Fotografia jako sztuka – początki
Na początku XX wieku wciąż jeszcze młoda fotografia była traktowana przez świat sztuki trochę po macoszemu. Jako wiodący przedstawiciel nurtu foto secesji, postępowego ruchu, który starał się rozwijać kreatywne możliwości fotografii, Alfred Stieglitz chciał to zmienić. Stieglitz w pełni zasłużył na określenie „człowiek renesansu” – był jednocześnie fotografem, wydawcą, dziennikarzem, teoretykiem fotografii, krytykiem, kuratorem, właścicielem galerii. Całe życie walczył o uznanie dla fotografii jako dziedziny sztuki, a nie jedynie rzemiosła. Jednym z najważniejszych owoców jego starań był kwartalnik „Camera Work”, który był pierwszym fotograficznym czasopismem skupiającym się na artystycznym aspekcie tej dziedziny, a nie tylko na sferze techniki. Co prawda z dzisiejszej perspektywy promowany przez Stieglitza (przynajmniej w pierwszych latach istnienia pisma) piktorializm nosi zbyt mocne znamię odniesień do malarstwa i, delikatnie mówiąc, trąci myszką, ale pod tym względem warto patrzeć na „Camera Work” przede wszystkim przez pryzmat wpływu pisma na historię fotografii.
Wycinki na wystawie
„Camera Work” wyróżniały przede wszystkim dwie rzeczy – dobór treści i zdjęć oraz strona formalna, czyli wygląd pisma. O doborze treści wspomniałem przed chwilą. Warto tylko dodać, że mimo iż Stieglitz ewidentnie promował swoich znajomych (na łamach kwartalnika niezwykle często pojawiały się te same nazwiska), to w „Camera Work” znalazło się miejsce dla takich twórców jak Julia Margaret Cameron i Paul Strand. Zresztą Strandowi poświęcono cały ostatni numer pisma, co sygnalizowało ostateczne zerwanie z piktorializmem i otwarcie się na znacznie bardziej nowoczesne środki wyrazu.
Stieglitz obsesyjnie wręcz pilnował najwyższej jakości – ponoć własnoręcznie wklejał reprodukcje w każdy egzemplarz magazynu.

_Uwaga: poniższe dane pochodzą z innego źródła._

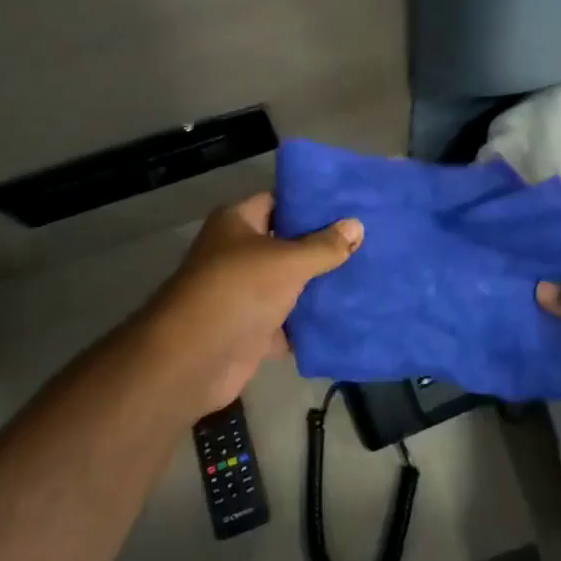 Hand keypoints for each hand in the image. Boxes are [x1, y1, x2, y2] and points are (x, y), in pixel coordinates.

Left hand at [140, 193, 362, 417]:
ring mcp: (244, 293)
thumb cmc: (238, 290)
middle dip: (323, 245)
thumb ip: (324, 245)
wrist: (194, 359)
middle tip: (367, 240)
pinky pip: (288, 322)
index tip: (349, 206)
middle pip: (287, 244)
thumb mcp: (288, 261)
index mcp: (237, 222)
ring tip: (366, 275)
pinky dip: (310, 323)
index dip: (311, 203)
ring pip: (289, 284)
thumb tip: (357, 225)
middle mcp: (237, 253)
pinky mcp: (251, 330)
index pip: (279, 201)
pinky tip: (347, 316)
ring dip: (319, 285) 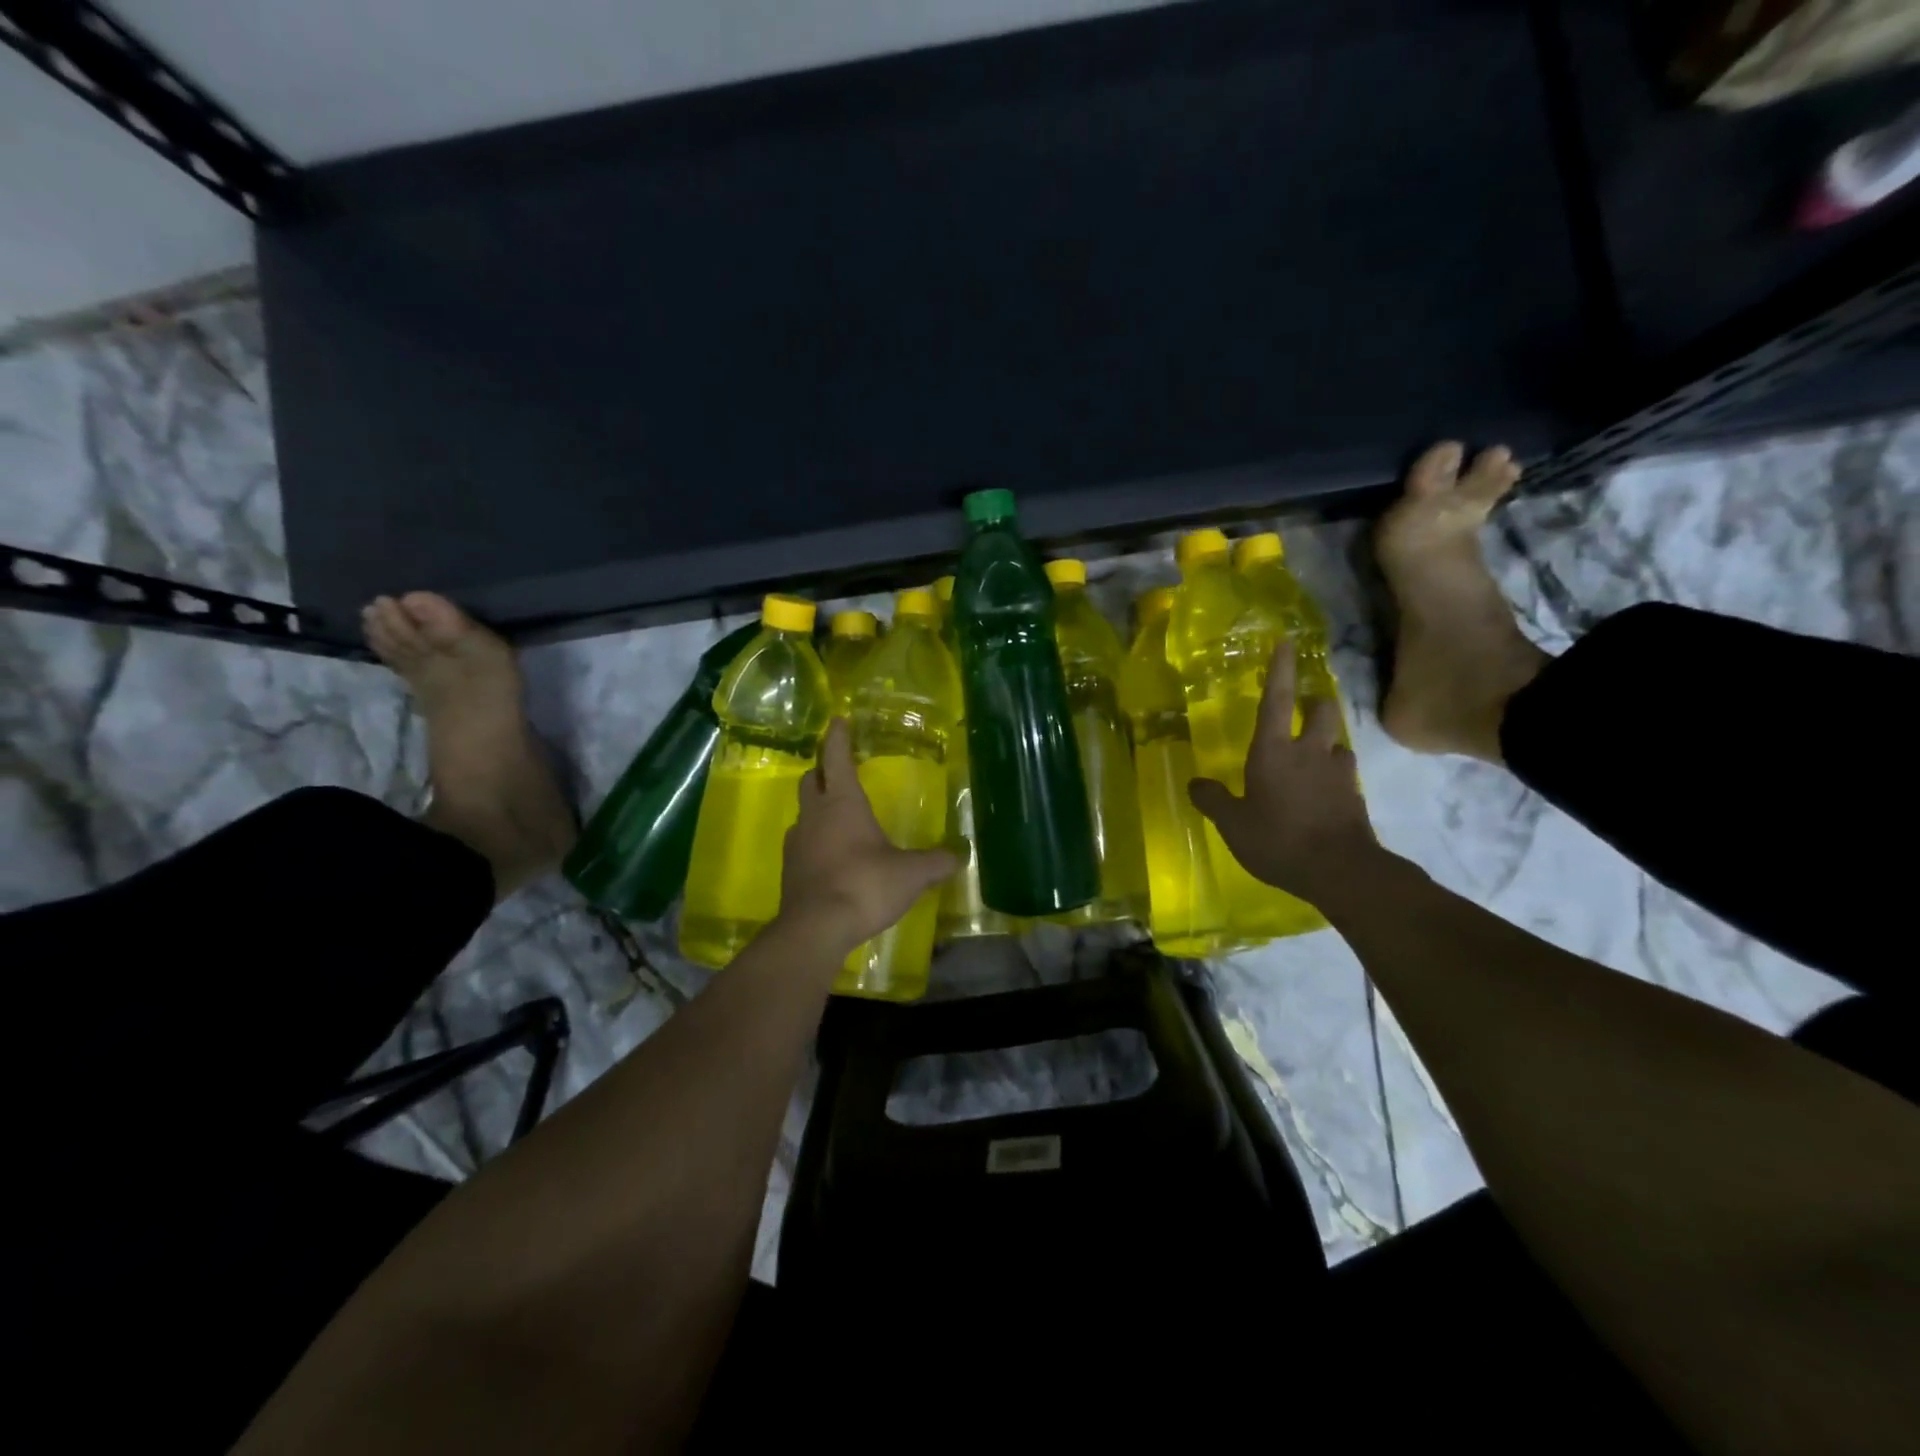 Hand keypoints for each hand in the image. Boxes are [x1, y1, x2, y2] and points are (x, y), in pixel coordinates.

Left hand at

Trzeba przyznać, że takie przywiązanie do detali nie powinno dziwić, skoro mówimy o ręcznie wykonywanych fotograwiurach wklejanych na drogi papier. O nieskazitelnej jakości fotograwiur wykonanych przez mistrzów rzemiosła niech świadczy fakt, że gdy pewnego dnia na miejsce wystawy fotografii twórców ze środowiska Stieglitza nie dotarły oryginalne odbitki, wykorzystano reprodukcje z „Camera Work”. Nikt się nie zorientował. Nic dziwnego, że dziś wyjęte z „Camera Work” grafiki osiągają wśród kolekcjonerów naprawdę wysokie ceny.
Wyjątkowa okazja
Dziś dostęp do oryginałów „Camera Work” jest bardzo ograniczony, dlatego publikacja Taschena ma tak duże znaczenie – zbiera bowiem fotografie ze wszystkich 50 numerów kwartalnika. Zdjęcia ułożono chronologicznie i oznaczono numerami wydań pisma, w których się ukazały. Wszystko to zostało zamknięte w książce liczącej ponad 550 stron i mającej niemal 5 cm grubości. Za ok. 40 zł czytelnik zyskuje wgląd w bezcenne archiwum niezbędne każdemu, kto choć trochę interesuje się historią fotografii. Jakość reprodukcji nie powala, ale w takiej publikacji nie ona jest najważniejsza. Szkoda tylko, że nie zachowano proporcji wielkości oryginalnych zdjęć – zdjęcia poziome są malutkie (niezależnie od tego, jakie miały wymiary w oryginale), a zdjęcia pionowe dość duże (i znów – niezależnie od oryginalnych wymiarów).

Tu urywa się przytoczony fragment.